Recurrent Graph Neural Networks for Rumor Detection in Online Forums

Di Huang dh˙[email protected] University of Southern CaliforniaLos AngelesCaliforniaUSA , Jacob Bartel [email protected] GoogleMountain ViewCaliforniaUSA and John Palowitch [email protected] Google ResearchSan FranciscoCaliforniaUSA

(2021)

Abstract.

The widespread adoption of online social networks in daily life has created a pressing need for effectively classifying user-generated content. This work presents techniques for classifying linked content spread on forum websites – specifically, links to news articles or blogs – using user interaction signals alone. Importantly, online forums such as Reddit do not have a user-generated social graph, which is assumed in social network behavioral-based classification settings. Using Reddit as a case-study, we show how to obtain a derived social graph, and use this graph, Reddit post sequences, and comment trees as inputs to a Recurrent Graph Neural Network (R-GNN) encoder. We train the R-GNN on news link categorization and rumor detection, showing superior results to recent baselines. Our code is made publicly available at https://github.com/google-research/social_cascades.

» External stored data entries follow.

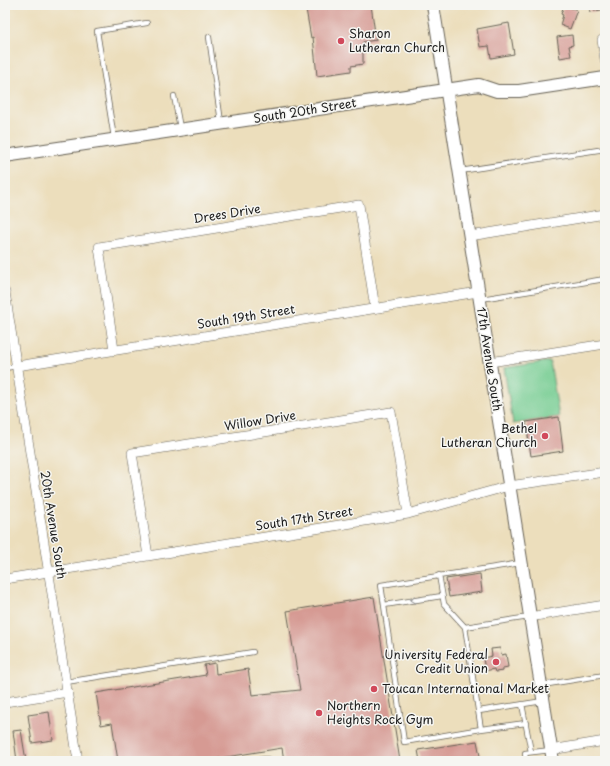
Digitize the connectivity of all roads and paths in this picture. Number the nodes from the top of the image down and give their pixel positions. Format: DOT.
graph roads {
  1 [pos="433,5"];
  2 [pos="147,23"];
  3 [pos="209,37"];
  4 [pos="602,40"];
  5 [pos="605,60"];
  6 [pos="605,78"];
  7 [pos="446,90"];
  8 [pos="174,96"];
  9 [pos="222,124"];
  10 [pos="180,130"];
  11 [pos="114,140"];
  12 [pos="605,149"];
  13 [pos="5,156"];
  14 [pos="459,171"];
  15 [pos="605,214"];
  16 [pos="470,236"];
  17 [pos="605,280"];
  18 [pos="5,292"];
  19 [pos="479,296"];
  20 [pos="375,308"];
  21 [pos="605,344"];
  22 [pos="114,350"];
  23 [pos="490,362"];
  24 [pos="17,366"];
  25 [pos="5,368"];
  26 [pos="605,472"];
  27 [pos="509,486"];
  28 [pos="408,514"];
  29 [pos="148,556"];
  30 [pos="521,563"];
  31 [pos="49,572"];
  32 [pos="439,575"];
  33 [pos="5,579"];
  34 [pos="442,596"];
  35 [pos="384,605"];
  36 [pos="605,605"];
  37 [pos="529,617"];
  38 [pos="465,627"];
  39 [pos="253,652"];
  40 [pos="605,675"];
  41 [pos="66,682"];
  42 [pos="540,685"];
  43 [pos="68,692"];
  44 [pos="543,701"];
  45 [pos="5,702"];
  46 [pos="522,704"];
  47 [pos="479,711"];
  48 [pos="526,723"];
  49 [pos="481,729"];
  50 [pos="605,741"];
  51 [pos="531,752"];
  52 [pos="552,755"];
  53 [pos="78,761"];
  54 [pos="248,761"];
  55 [pos="273,761"];
  56 [pos="526,761"];
  1 -- 7 [label="street, 17th Avenue South"];
  2 -- 11 [label="lane"];
  3 -- 9 [label="lane"];
  4 -- 5 [label="street"];
  6 -- 7 [label="street, South 20th Street"];
  7 -- 9 [label="street, South 20th Street"];
  7 -- 14 [label="street, 17th Avenue South"];
  8 -- 10 [label="lane"];
  9 -- 10 [label="street, South 20th Street"];
  10 -- 11 [label="street, South 20th Street"];
  11 -- 13 [label="street, South 20th Street"];
  12 -- 14 [label="lane"];
  14 -- 16 [label="street, 17th Avenue South"];
  15 -- 16 [label="street"];
  16 -- 19 [label="street, 17th Avenue South"];
  17 -- 19 [label="lane"];
  18 -- 24 [label="street, 20th Avenue South"];
  19 -- 20 [label="street, South 19th Street"];
  19 -- 23 [label="street, 17th Avenue South"];
  20 -- 22 [label="street, South 19th Street"];
  20 -- 22 [label="street, Drees Drive"];
  21 -- 23 [label="street"];
  22 -- 24 [label="street, South 19th Street"];
  23 -- 27 [label="street, 17th Avenue South"];
  24 -- 25 [label="lane"];
  24 -- 31 [label="street, 20th Avenue South"];
  26 -- 27 [label="street, South 17th Street"];
  27 -- 28 [label="street, South 17th Street"];
  27 -- 30 [label="street, 17th Avenue South"];
  28 -- 29 [label="street, South 17th Street"];
  28 -- 29 [label="street, Willow Drive"];
  29 -- 31 [label="street, South 17th Street"];
  30 -- 32 [label="lane"];
  30 -- 37 [label="street, 17th Avenue South"];
  31 -- 33 [label="street, South 17th Street"];
  31 -- 41 [label="street, 20th Avenue South"];
  32 -- 34 [label="lane"];
  32 -- 35 [label="lane"];
  34 -- 35 [label="lane, one-way"];
  34 -- 38 [label="lane"];
  35 -- 49 [label="lane"];
  36 -- 37 [label="street"];
  37 -- 38 [label="lane"];
  37 -- 42 [label="street, 17th Avenue South"];
  38 -- 47 [label="lane"];
  39 -- 41 [label="lane"];
  40 -- 42 [label="lane"];
  41 -- 43 [label="street, 20th Avenue South"];
  42 -- 44 [label="street, 17th Avenue South"];
  43 -- 45 [label="street"];
  43 -- 53 [label="street, 20th Avenue South"];
  44 -- 46 [label="lane"];
  44 -- 52 [label="street, 17th Avenue South"];
  46 -- 47 [label="lane"];
  46 -- 48 [label="lane"];
  47 -- 49 [label="lane"];
  48 -- 49 [label="lane"];
  48 -- 51 [label="lane"];
  50 -- 52 [label="street"];
  51 -- 52 [label="lane"];
  51 -- 56 [label="lane"];
  54 -- 55 [label="lane"];
}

graph neural networks, social networks, rumor detection, online forums

^†^†copyright: acmcopyright^†^†journalyear: 2021^†^†isbn: ^†^†conference: MIS2 workshop at KDD 2021; August 14-18th, 2021; Virtual

1. Introduction

As online social media becomes increasingly present in peoples’ daily lives, greater proportions of users get news and journalistic content directly from their ”feed” on accounts like Facebook, Twitter, YouTube, and Reddit. Pew research reported that social media outpaced print news as a news source in the United States in 2018 (Shearer, 2018). Some social media platforms are also news-centric – for instance, a 2016 Pew study found that seven out of ten Reddit users use the platform to get their news (Barthel et al., 2016). Following these findings, the seminal work (Vosoughi et al., 2018) showed that user interaction signals – differential patterns of liking, re-sharing, and commenting – distinguish between posts that link to certain categories of online content, in particular content later identified as ”rumors” versus other content.

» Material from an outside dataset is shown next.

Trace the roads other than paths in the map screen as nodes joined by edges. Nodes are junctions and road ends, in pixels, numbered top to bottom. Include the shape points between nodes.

Due to these phenomena, a recent sub-field of applied machine-learning research has grown, focusing on graph-based artificial intelligence models for classifying links and content shared on social media, particularly for rumor detection (Bondielli and Marcelloni, 2019). Most rumor detection models recently introduced have been tuned for and evaluated on data from online social networks like Twitter or Facebook (e.g. Wu and Liu, 2018; Rosenfeld et al., 2020). These platforms have a natural social graph created by users, which provides an inherent graph on which a Graph Neural Network can propagate rumor information. However, relatively less attention in rumor detection research has been given to online forums like Reddit. Our work addresses two nuances specific to forums. First, most forums do not have a natural who-follows-who social graph. Second, most forums do not feature a ”repost” option on their platform, preventing usual inter-user cascades seen in social networks (Vosoughi et al., 2018). Instead, each article in a forum is posted a limited number of times, each time independently by users across the platform. This means that each forum post (unlike social network posts) is the start of its own discussion cascade consisting of a long comment-tree graph, as opposed to repost/share behavior found on social networks.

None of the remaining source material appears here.